Collect every line in the records below that contains the word "white".

**DATA IN THIS EXERCISE**
########################################

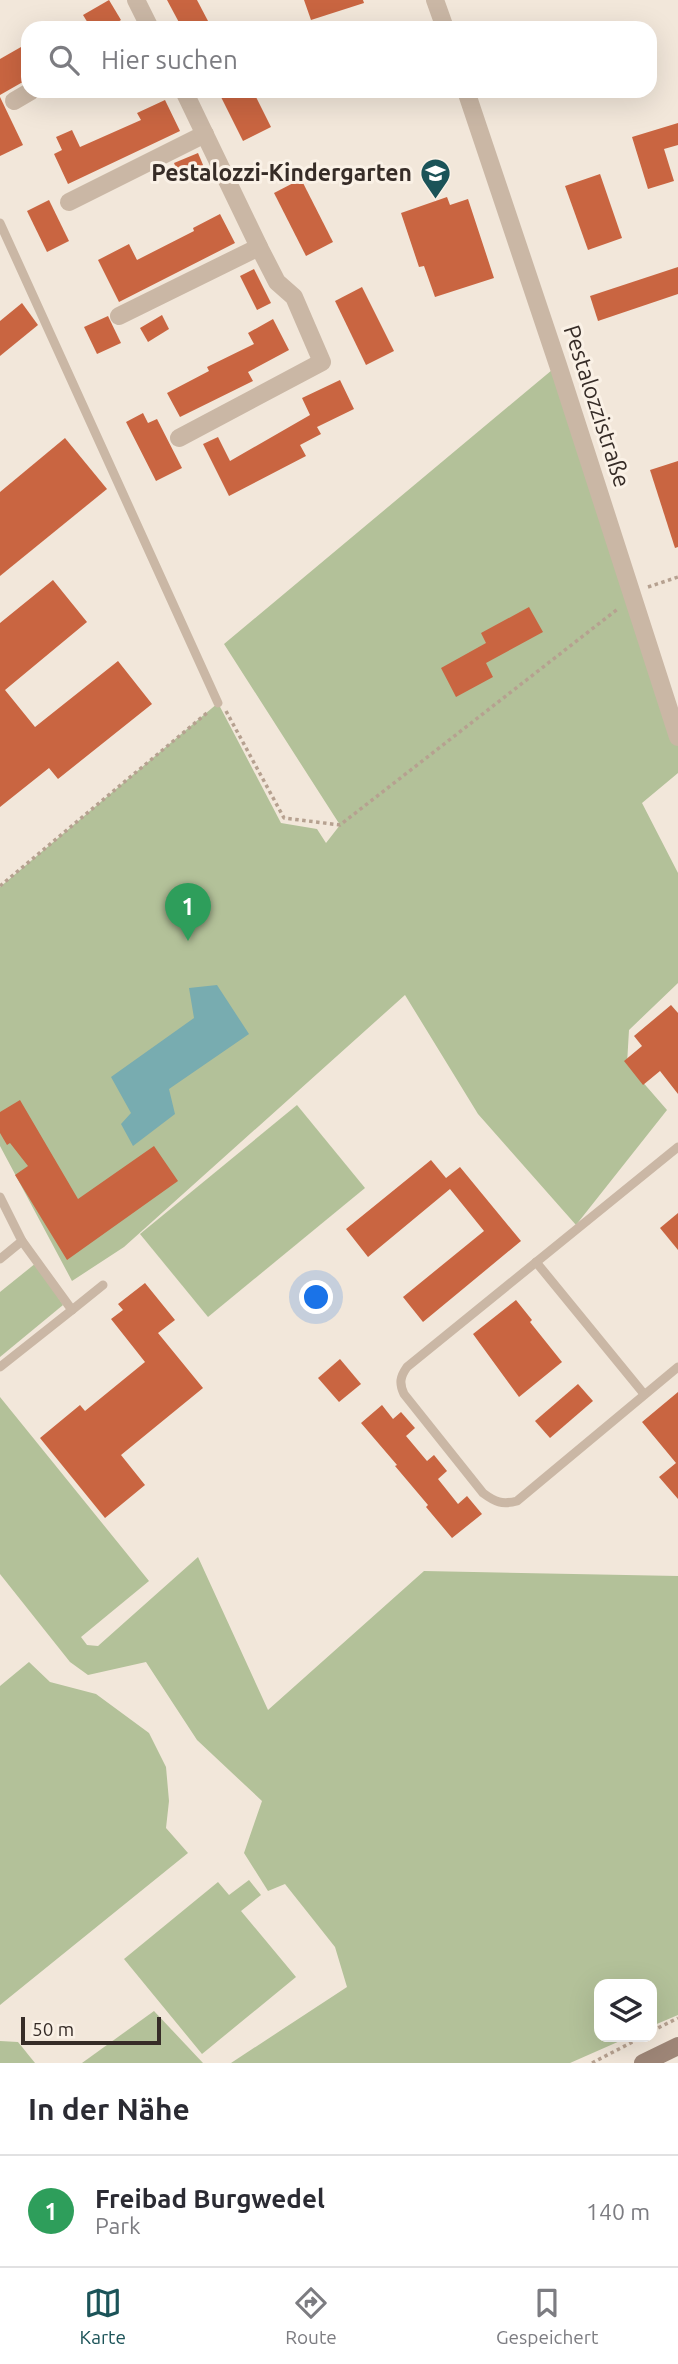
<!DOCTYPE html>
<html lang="de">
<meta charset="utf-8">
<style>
:root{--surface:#fff;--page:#f2f2f3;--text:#2b2b33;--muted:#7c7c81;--line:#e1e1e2;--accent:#1b5358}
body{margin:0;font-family:Ubuntu,sans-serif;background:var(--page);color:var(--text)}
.controls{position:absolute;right:21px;bottom:21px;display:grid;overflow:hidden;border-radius:14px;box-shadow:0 7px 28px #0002}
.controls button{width:63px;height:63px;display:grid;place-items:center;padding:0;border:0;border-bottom:2px solid var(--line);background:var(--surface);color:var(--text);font:35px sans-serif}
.scale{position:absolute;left:21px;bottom:18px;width:140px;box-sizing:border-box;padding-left:7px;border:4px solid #362c27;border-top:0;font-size:19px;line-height:24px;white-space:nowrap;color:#362c27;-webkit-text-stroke:5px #faf1e6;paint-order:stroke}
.you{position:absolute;left:317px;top:1298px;width:24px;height:24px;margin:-18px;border:5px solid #fff;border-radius:50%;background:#1a73e8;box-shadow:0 0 0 10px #1a73e833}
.badge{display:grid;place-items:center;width:46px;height:46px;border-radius:50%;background:var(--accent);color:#fff;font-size:23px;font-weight:700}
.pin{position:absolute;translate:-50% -58px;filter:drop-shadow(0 2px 4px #0008)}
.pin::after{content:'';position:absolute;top:37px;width:24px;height:21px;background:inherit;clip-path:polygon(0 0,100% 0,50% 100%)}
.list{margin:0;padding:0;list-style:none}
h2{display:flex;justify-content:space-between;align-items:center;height:91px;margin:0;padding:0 28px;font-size:30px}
h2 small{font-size:23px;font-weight:400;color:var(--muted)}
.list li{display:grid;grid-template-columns:46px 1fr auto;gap:21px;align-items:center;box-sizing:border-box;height:112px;padding:0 28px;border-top:2px solid var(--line)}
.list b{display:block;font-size:26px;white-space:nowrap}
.list p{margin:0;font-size:23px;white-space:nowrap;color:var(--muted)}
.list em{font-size:23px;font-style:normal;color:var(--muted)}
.icon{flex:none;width:38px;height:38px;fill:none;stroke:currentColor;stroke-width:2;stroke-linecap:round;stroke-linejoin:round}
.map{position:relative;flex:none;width:678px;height:2063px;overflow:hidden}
.search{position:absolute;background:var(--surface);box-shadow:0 7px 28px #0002;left:21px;right:21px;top:21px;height:77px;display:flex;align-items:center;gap:18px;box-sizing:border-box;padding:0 24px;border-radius:21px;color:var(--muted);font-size:26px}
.sheet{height:203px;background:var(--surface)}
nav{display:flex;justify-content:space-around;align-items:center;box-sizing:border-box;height:98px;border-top:2px solid var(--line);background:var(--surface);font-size:19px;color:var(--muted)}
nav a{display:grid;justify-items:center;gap:4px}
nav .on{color:var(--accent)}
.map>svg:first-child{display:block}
</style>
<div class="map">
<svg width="678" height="2063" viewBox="0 0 678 2063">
<rect width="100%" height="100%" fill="#f2e7da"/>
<g fill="#b3c199">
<path d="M558 365 678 737V773L642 803 678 873V983L629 1030 627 1064 667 1110 576 1225 478 1114 405 995 124 1247 72 1281 0 1146V887L218 703 281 823 317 829 326 843 340 825 224 644Z"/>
<path d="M297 1105 365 1188 208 1317 140 1234Z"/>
<path d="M36 1263 63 1305 0 1357V1292Z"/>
<path d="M0 1397 149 1581 81 1637 87 1645 98 1646 198 1557 268 1710 424 1571 678 1576V2015L652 2026V1984H599V2037H629L570 2063H231L347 1987 335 1947 285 1884 268 1891 244 1853 262 1801 197 1740 146 1662 88 1675 70 1662 0 1574Z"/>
<path d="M29 1662 50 1682 96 1694 149 1733 166 1767 169 1801 166 1828 188 1853 0 2005V1686Z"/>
<path d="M249 1880 261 1895 241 1911 296 1977 202 2054 124 1959 218 1882 229 1895Z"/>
<path d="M154 2011 203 2063H82Z"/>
<path d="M0 2041 18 2042 35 2063H0Z"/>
</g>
<path fill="#78acb0" d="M217 985 249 1034 169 1089 175 1114 133 1146 121 1124 131 1113 111 1077 194 1018 189 988Z"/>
<g fill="#c96541">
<path d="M109 0 121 20 109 28H91L83 15Z"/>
<path d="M167 0H197L208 21 194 28H182Z"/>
<path d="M304 0H363L364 3 311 20Z"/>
<path d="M28 43V79L0 95V59Z"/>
<path d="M218 91H253L271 127 243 141Z"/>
<path d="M0 97 23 145 0 156Z"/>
<path d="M165 100 180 131 68 184 54 154 62 150 56 137 72 130 80 147 141 120 137 113Z"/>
<path d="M678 123V145L664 149 674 181 648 189 632 137Z"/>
<path d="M198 153 206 172 182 182 174 163Z"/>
<path d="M600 174 622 238 588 250 565 186Z"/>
<path d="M301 179 333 242 306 256 274 193Z"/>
<path d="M447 197 450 205 468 199 494 278 435 297 424 266 419 267 401 213Z"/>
<path d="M49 200 69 241 47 252 27 211Z"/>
<path d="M220 214 235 243 119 302 98 260 129 244 137 260 194 231 193 228Z"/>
<path d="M678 267V294L598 321 590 296Z"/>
<path d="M254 269 271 303 257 310 240 276Z"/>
<path d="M362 287 394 351 366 365 335 301Z"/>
<path d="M22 303 38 325 0 356V321Z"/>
<path d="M162 315 169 329 148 342 140 328Z"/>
<path d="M108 316 121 343 97 354 84 327Z"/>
<path d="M273 319 289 350 248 372 253 381 180 417 167 393 209 371 207 367 254 344 248 333Z"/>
<path d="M340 380 354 409 317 427 321 434 300 445 306 456 229 496 203 444 218 437 230 461 310 415 302 398Z"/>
<path d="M143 413 148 423 157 419 182 468 156 481 126 422Z"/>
<path d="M65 438 107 489 0 576V492Z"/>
<path d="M678 461V547L675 548 650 470Z"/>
<path d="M53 580 87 622 5 690 35 727 118 661 152 704 58 779 49 768 0 807V623Z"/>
<path d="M529 607 543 632 486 663 493 677 456 697 441 668 486 643 481 633Z"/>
<path d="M671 1005 678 1013V1094L660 1071 643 1085 624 1061 642 1046 634 1036Z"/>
<path d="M20 1100 78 1199 154 1146 178 1181 67 1260 15 1175 28 1166 10 1143 7 1145 0 1133V1112Z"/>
<path d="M431 1160 446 1178 460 1167 521 1241 423 1322 403 1297 484 1231 450 1189 368 1257 346 1229Z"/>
<path d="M678 1213V1250L660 1228Z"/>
<path d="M145 1283 175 1320 158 1333 203 1388 121 1455 145 1485 105 1518 40 1438 80 1405 85 1411 145 1362 111 1319 123 1310 118 1304Z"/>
<path d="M516 1300 532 1320 530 1322 562 1362 519 1397 473 1334Z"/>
<path d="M340 1359 361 1384 339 1402 318 1378Z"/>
<path d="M578 1384 593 1401 550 1438 535 1421Z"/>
<path d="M678 1392V1499L659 1477 676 1463 642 1422Z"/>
<path d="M382 1405 393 1419 401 1412 415 1428 406 1436 427 1461 434 1455 447 1471 438 1479 458 1504 467 1496 482 1514 452 1538 426 1507 428 1505 395 1466 397 1465 361 1423Z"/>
</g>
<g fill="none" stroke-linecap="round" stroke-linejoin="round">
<g stroke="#b6a190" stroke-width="3.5" stroke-dasharray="3.5 3.5" stroke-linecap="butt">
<path d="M648 587 678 577"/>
<path d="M226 711 284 818 340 825 619 608"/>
<path d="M0 886 208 712"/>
<path d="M652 2031 678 2018"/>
<path d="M592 2063 642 2037"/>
</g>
<g stroke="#cab7a5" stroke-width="9">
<path d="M0 223 218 703"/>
<path d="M678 1147 407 1367C400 1377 399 1383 404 1394L483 1493C495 1502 502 1505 517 1501L678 1367"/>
<path d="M0 1197 22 1241 0 1259"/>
<path d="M536 1262 644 1394"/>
<path d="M72 1310 103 1285"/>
<path d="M0 1367 72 1310 22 1241"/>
</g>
<g stroke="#cab7a5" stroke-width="18">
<path d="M136 0 150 28"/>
<path d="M435 0 445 28"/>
<path d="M466 91 558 365 678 737"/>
<path d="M14 101 31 91"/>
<path d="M69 202 205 134"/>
<path d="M119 316 259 247"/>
<path d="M179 438 322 362 294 297 277 282 259 247 184 91"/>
</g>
<path stroke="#9e8677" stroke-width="18" d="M643 2063 678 2046"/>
</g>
<defs>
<symbol id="school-pin" viewBox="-11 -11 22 30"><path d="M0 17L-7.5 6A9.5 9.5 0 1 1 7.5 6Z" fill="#1b5358" stroke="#faf1e6"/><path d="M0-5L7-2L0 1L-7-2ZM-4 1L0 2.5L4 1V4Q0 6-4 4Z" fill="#fff"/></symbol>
</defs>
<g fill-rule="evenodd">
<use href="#school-pin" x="418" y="156" width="35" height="47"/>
</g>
<g text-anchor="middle" stroke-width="6" stroke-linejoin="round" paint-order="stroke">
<g font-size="23" font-weight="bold" fill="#362c27" stroke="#faf1e6" text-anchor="end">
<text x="412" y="181">Pestalozzi-Kindergarten</text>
</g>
<g font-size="23" fill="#362c27" stroke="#faf1e6">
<text transform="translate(597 406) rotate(72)" y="8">Pestalozzistraße</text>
</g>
</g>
</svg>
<div class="controls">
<button><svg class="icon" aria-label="layers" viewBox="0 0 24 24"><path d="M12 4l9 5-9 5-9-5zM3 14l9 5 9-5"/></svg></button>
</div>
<div class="scale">50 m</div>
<div class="you"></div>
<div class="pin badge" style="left:188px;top:941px;background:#2e9e5b">1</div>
<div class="search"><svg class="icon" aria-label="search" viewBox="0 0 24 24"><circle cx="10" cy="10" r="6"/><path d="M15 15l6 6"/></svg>Hier suchen</div>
</div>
<section class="sheet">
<h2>In der Nähe<small></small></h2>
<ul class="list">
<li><span class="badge" style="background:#2e9e5b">1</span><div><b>Freibad Burgwedel</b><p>Park</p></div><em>140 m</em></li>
</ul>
</section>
<nav>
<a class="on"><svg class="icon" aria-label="map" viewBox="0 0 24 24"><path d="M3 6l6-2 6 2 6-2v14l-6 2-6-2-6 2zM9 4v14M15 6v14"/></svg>Karte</a>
<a><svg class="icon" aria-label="directions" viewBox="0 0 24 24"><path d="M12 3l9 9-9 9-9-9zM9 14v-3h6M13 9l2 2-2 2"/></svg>Route</a>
<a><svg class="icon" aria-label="saved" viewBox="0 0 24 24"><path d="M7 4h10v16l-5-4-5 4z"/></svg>Gespeichert</a>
</nav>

########################################

**ANSWER SECTION**
.scale{position:absolute;left:21px;bottom:18px;width:140px;box-sizing:border-box;padding-left:7px;border:4px solid #362c27;border-top:0;font-size:19px;line-height:24px;white-space:nowrap;color:#362c27;-webkit-text-stroke:5px #faf1e6;paint-order:stroke}
.list b{display:block;font-size:26px;white-space:nowrap}
.list p{margin:0;font-size:23px;white-space:nowrap;color:var(--muted)}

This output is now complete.